A veces las cosas son lo que parecen, que entre hijos de perra está el juego, «los perros de la guerra» que diría Forsythe. Pero hasta entre perros y perracos hay niveles de perrería.
Se han dicho tantas mentiras que ya no existe la verdad. La montaña de falsedades ya más alta que la de cadáveres.
¿Se está pasando de la raya Israel con sus obras de demolición en Gaza? Sin duda, pero… ¿a qué espera Hamás para soltar a los rehenes moribundos si es que quiere acabar con la sangría? Ni tiene ni ganas ni tiene intención: cada palestino que cae, cada niño que muere y cada mujer que expira su último aliento, es un balón de oxígeno y una gota más en el gota a gota de bajas que ya es un mar insondable. Cada uno de sus muertos es una batalla ganada en esta guerra sin fin.
No dudaron nunca de esconderse tras los niños en las intifadas, no lo van a hacer ahora que tiene el regalo mediático de un Netanyahu cabreado, el judío a quien a todos desean odiar.
La comunidad internacional sabe que los terroristas montan sus cuarteles generales bajo colegios y hospitales, pero los encapuchados son «las víctimas». ¿Sabremos alguna vez qué ocurre de verdad con la entrega de los alimentos? ¿Tiene el más mínimo interés Israel en que se les cuelgue el sambenito de matar de hambre a los palestinos? Ninguno, pero nadie les va a creer. ¿Alguien cree que los integristas juegan limpio? Yo creo que Hamás, jamás.

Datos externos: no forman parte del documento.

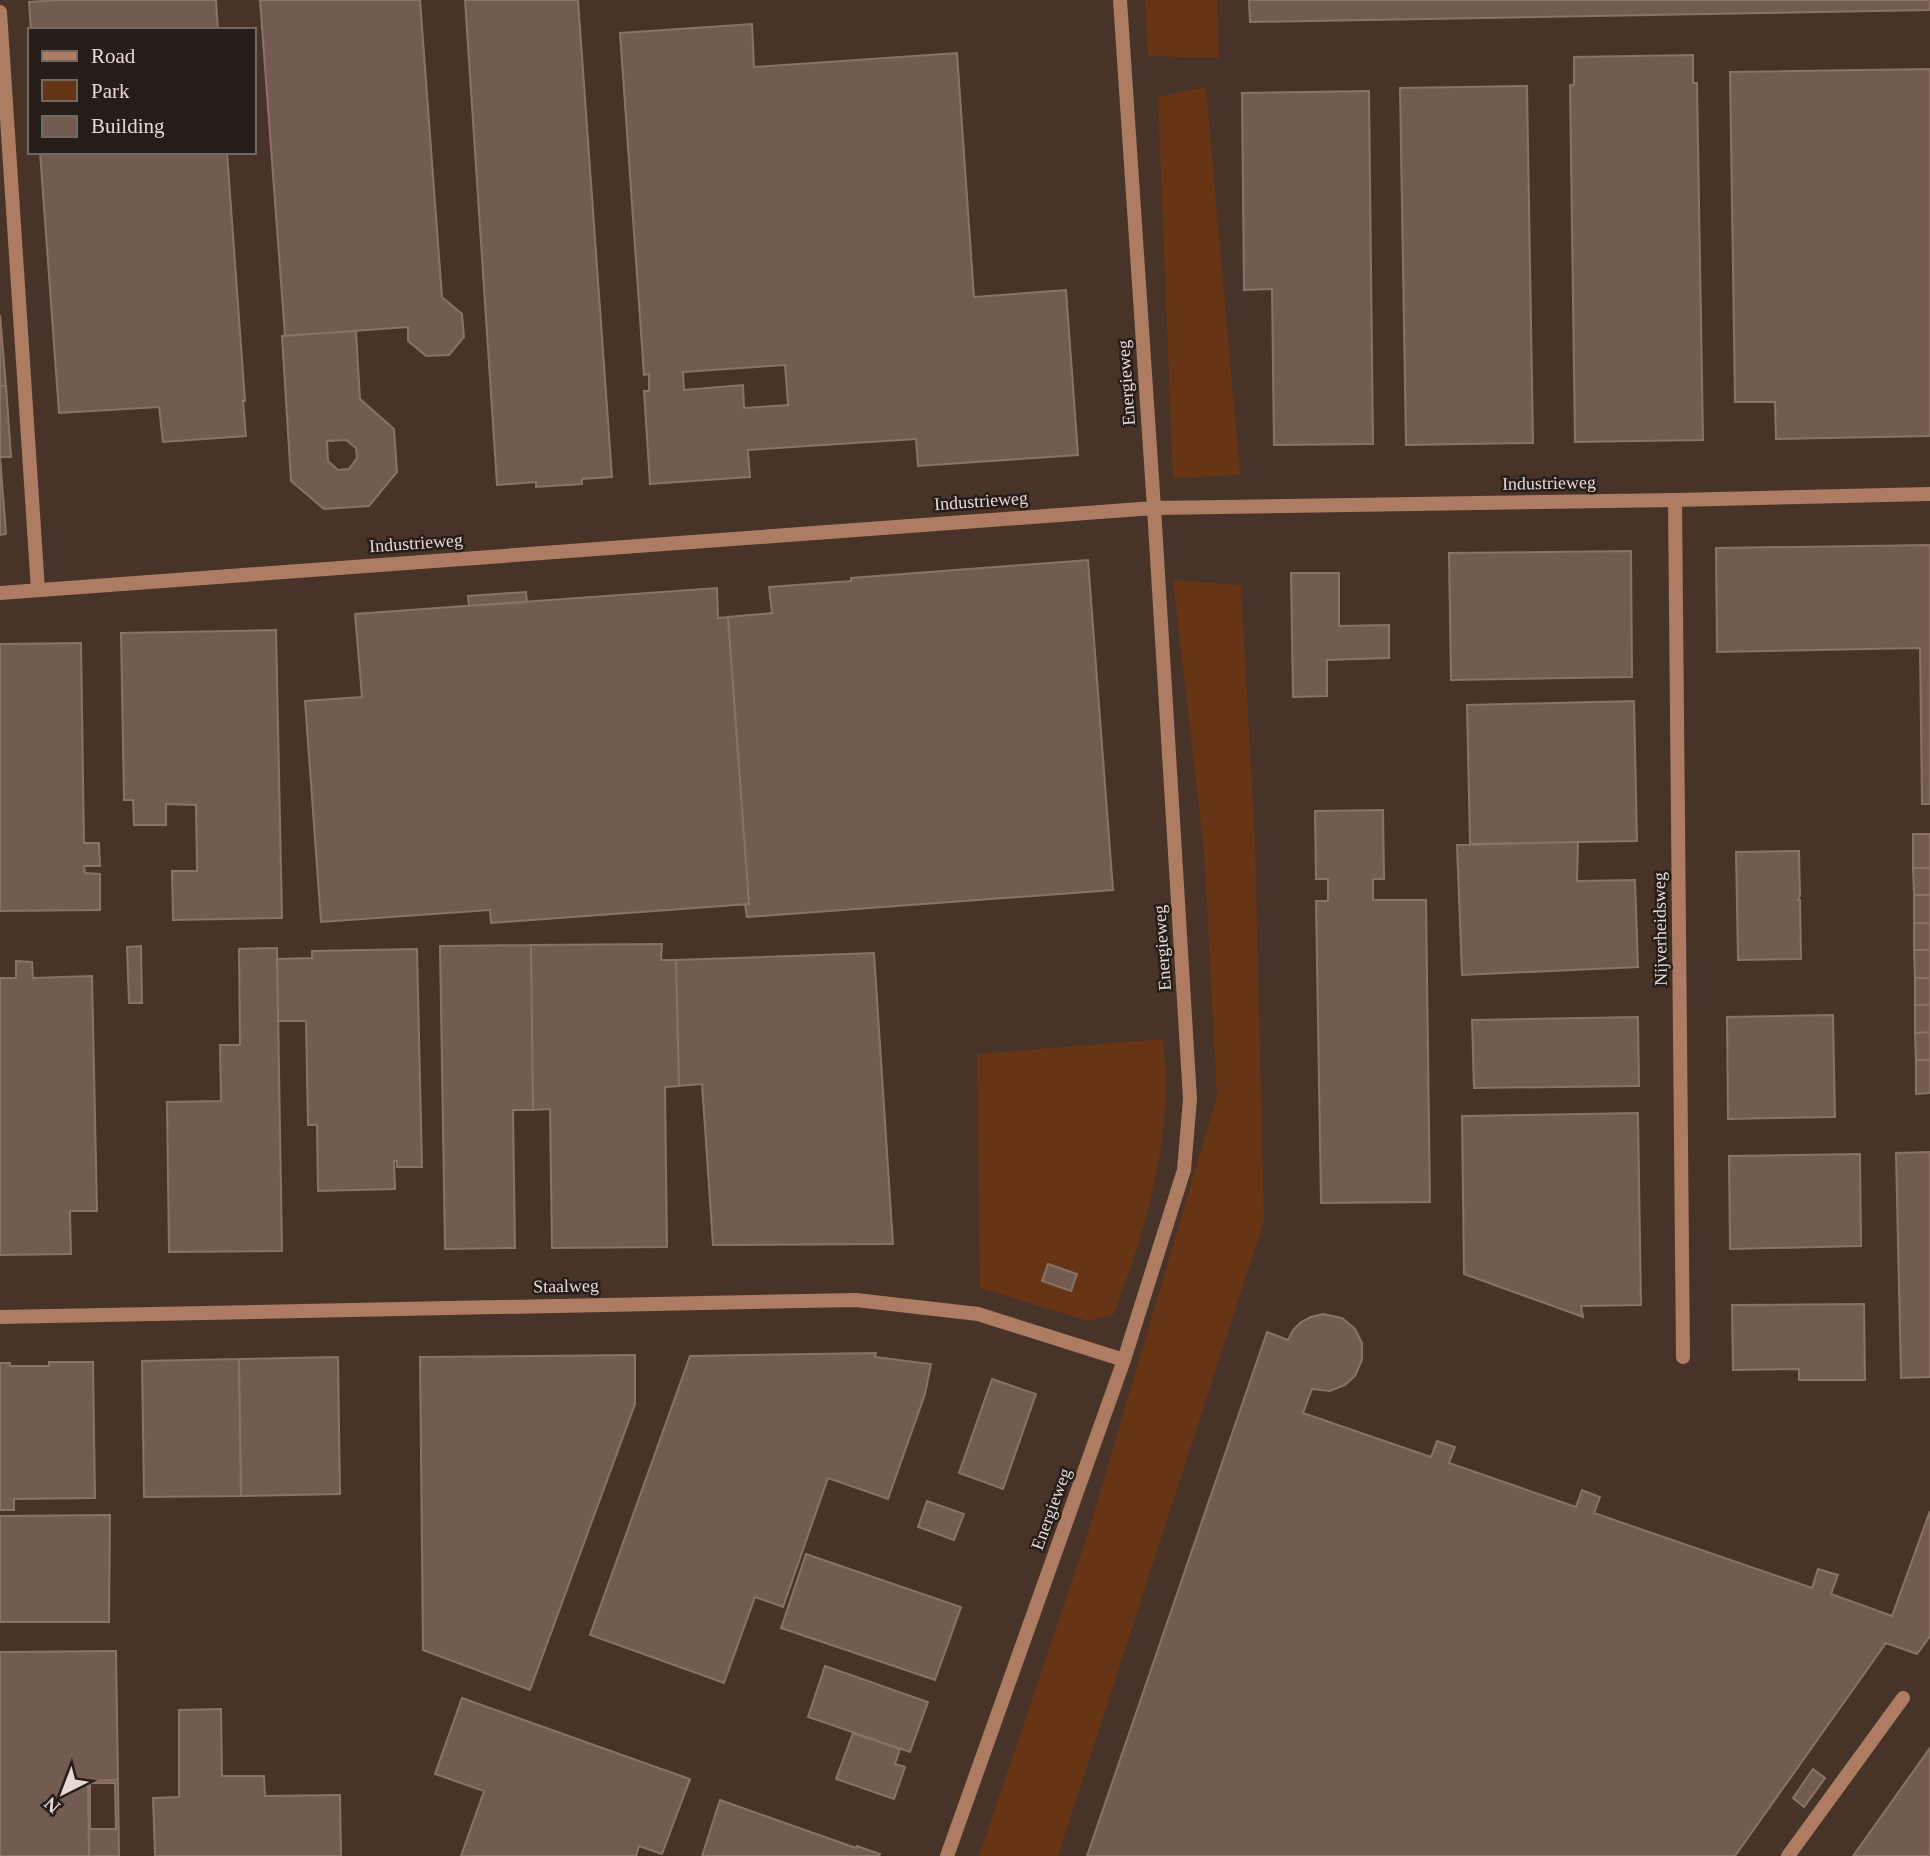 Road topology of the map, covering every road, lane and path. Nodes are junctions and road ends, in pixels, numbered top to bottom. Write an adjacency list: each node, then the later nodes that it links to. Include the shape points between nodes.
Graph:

Qué poco se habla ya de la salvajada del 7 de octubre. De los bebés calcinados y de las muchachas violadas. Hasta en aquellos momentos el mundo entero les exculpó: el pobre pueblo palestino estaba harto y oprimido. La orgía de sangre se vió como una liberación, curando no fue más que un carnaval de canibalismo medieval.
Vuelven las guerras de religión como Dios manda y el antisemitismo está más de moda que los aranceles. En el reino de los asesinos ciegos, el psicópata tuerto es el rey.